▶ [RECORDS PROVIDED]:
◆ ◆ ◆ ◆ ◆

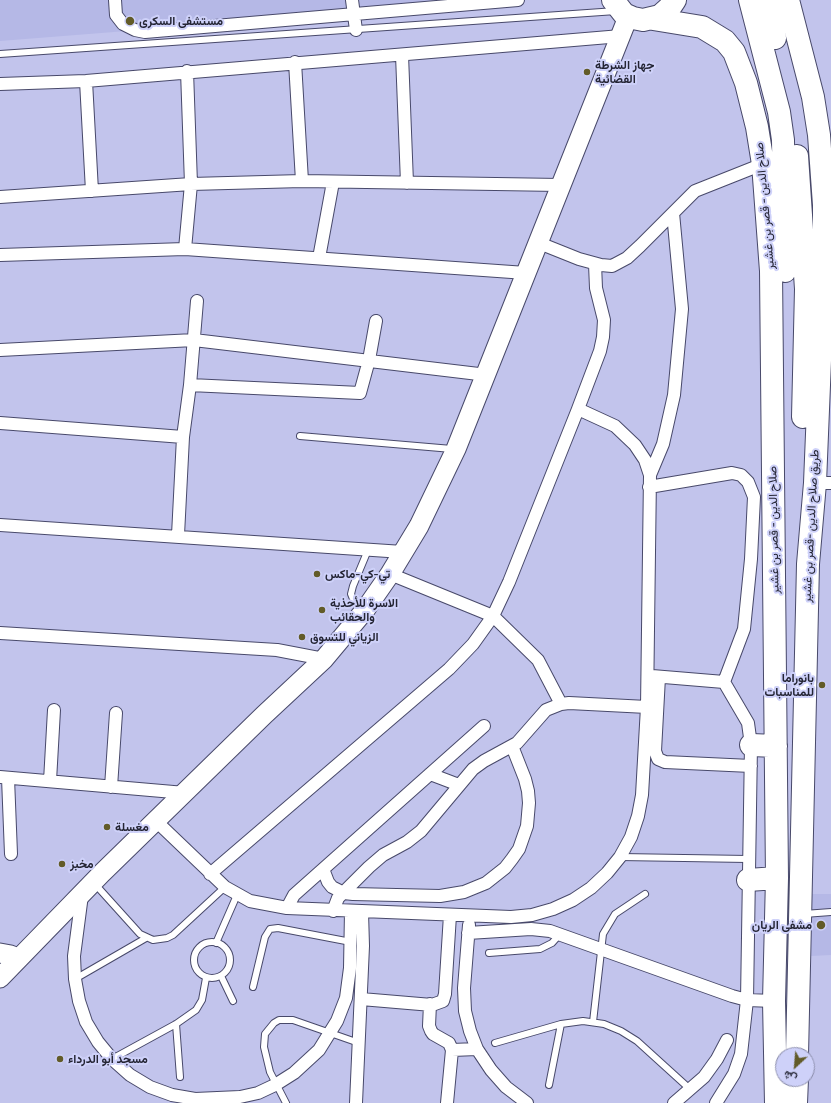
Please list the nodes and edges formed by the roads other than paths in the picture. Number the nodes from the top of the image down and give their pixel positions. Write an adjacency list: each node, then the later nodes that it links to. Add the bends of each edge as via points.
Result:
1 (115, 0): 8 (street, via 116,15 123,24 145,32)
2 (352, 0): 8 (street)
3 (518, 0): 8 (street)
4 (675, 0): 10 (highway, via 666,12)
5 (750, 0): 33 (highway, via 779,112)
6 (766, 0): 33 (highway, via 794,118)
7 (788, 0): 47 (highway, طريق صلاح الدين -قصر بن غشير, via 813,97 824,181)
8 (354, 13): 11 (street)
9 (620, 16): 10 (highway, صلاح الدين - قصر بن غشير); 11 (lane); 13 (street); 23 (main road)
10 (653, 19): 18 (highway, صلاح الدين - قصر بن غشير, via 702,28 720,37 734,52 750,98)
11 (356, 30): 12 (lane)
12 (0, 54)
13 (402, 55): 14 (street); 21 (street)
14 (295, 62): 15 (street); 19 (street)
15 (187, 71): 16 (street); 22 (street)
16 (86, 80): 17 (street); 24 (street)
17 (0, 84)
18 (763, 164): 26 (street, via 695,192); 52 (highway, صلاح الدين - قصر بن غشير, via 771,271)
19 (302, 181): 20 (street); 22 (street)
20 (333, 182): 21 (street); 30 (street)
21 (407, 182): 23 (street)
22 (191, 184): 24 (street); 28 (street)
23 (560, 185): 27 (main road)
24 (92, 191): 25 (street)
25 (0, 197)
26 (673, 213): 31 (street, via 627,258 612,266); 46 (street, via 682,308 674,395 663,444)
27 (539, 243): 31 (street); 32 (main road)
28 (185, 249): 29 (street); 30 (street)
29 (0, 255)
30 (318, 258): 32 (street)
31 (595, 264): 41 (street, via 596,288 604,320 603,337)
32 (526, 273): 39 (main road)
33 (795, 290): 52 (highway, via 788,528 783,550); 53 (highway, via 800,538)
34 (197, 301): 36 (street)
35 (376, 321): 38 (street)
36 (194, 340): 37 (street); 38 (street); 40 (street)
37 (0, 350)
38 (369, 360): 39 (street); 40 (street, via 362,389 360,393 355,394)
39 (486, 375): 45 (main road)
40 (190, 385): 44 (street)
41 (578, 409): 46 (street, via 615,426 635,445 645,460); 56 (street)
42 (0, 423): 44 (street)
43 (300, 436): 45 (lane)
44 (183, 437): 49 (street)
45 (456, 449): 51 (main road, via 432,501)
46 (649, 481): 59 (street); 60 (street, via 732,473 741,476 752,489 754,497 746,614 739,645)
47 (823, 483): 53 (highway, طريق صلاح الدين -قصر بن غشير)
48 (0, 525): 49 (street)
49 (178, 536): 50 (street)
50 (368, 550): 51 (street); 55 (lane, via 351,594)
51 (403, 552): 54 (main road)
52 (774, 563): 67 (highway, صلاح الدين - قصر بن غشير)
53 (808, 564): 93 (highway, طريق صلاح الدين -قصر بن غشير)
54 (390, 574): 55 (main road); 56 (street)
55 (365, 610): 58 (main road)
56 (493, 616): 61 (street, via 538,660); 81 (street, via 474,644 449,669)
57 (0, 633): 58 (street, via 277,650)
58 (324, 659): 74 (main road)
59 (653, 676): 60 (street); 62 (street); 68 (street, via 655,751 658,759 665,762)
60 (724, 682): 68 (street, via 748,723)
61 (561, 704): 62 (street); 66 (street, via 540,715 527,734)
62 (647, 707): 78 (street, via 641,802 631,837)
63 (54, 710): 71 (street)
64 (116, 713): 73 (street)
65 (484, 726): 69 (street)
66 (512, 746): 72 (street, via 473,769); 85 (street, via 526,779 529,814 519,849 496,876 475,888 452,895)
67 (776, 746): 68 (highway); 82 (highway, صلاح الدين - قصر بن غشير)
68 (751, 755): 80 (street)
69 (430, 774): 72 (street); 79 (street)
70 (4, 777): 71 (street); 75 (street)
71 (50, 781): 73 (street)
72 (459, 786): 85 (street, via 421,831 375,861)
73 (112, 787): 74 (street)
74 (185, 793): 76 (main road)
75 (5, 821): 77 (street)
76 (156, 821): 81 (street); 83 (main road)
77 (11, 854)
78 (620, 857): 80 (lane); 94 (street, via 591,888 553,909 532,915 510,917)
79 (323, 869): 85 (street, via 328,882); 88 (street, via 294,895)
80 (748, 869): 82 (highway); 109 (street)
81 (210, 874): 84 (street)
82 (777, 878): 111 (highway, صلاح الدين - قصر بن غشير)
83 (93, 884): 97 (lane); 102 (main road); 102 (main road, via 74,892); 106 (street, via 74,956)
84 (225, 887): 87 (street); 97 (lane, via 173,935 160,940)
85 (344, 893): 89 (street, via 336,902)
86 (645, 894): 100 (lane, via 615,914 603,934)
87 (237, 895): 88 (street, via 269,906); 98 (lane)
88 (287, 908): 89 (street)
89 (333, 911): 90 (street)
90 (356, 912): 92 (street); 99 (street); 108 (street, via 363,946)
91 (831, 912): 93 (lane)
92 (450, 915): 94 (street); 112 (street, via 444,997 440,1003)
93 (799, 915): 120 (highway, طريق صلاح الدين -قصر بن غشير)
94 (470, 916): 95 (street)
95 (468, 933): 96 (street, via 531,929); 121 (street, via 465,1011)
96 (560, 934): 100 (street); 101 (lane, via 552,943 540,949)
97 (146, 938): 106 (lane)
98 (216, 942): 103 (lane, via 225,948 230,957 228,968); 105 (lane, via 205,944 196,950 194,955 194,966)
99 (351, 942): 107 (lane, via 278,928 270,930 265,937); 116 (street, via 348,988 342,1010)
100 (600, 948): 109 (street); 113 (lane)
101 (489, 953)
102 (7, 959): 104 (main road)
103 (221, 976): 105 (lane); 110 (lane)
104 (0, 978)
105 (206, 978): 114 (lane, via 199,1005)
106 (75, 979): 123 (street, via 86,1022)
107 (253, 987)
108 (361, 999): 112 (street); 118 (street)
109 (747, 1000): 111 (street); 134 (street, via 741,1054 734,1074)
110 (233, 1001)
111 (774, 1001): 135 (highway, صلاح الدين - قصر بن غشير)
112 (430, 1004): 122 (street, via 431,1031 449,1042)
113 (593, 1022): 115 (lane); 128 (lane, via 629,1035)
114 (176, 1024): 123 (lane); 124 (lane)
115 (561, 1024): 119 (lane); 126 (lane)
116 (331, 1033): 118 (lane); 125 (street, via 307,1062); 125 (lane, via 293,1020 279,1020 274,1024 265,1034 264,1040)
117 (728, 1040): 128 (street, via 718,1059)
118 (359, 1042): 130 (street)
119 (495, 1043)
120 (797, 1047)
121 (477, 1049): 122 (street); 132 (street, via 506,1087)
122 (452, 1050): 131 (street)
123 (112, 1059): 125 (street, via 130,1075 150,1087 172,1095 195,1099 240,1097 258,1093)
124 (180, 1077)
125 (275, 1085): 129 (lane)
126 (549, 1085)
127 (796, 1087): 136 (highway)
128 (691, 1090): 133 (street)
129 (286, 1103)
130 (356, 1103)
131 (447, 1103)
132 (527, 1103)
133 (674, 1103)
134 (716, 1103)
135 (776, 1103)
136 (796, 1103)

◆ ◆ ◆ ◆ ◆

▶ [WHAT IS BEING ASKED]: In the listing above, which lines include the string "صلاح"? Return every one of them.

▶ [SOLUTION]:
7 (788, 0): 47 (highway, طريق صلاح الدين -قصر بن غشير, via 813,97 824,181)
9 (620, 16): 10 (highway, صلاح الدين - قصر بن غشير); 11 (lane); 13 (street); 23 (main road)
10 (653, 19): 18 (highway, صلاح الدين - قصر بن غشير, via 702,28 720,37 734,52 750,98)
18 (763, 164): 26 (street, via 695,192); 52 (highway, صلاح الدين - قصر بن غشير, via 771,271)
47 (823, 483): 53 (highway, طريق صلاح الدين -قصر بن غشير)
52 (774, 563): 67 (highway, صلاح الدين - قصر بن غشير)
53 (808, 564): 93 (highway, طريق صلاح الدين -قصر بن غشير)
67 (776, 746): 68 (highway); 82 (highway, صلاح الدين - قصر بن غشير)
82 (777, 878): 111 (highway, صلاح الدين - قصر بن غشير)
93 (799, 915): 120 (highway, طريق صلاح الدين -قصر بن غشير)
111 (774, 1001): 135 (highway, صلاح الدين - قصر بن غشير)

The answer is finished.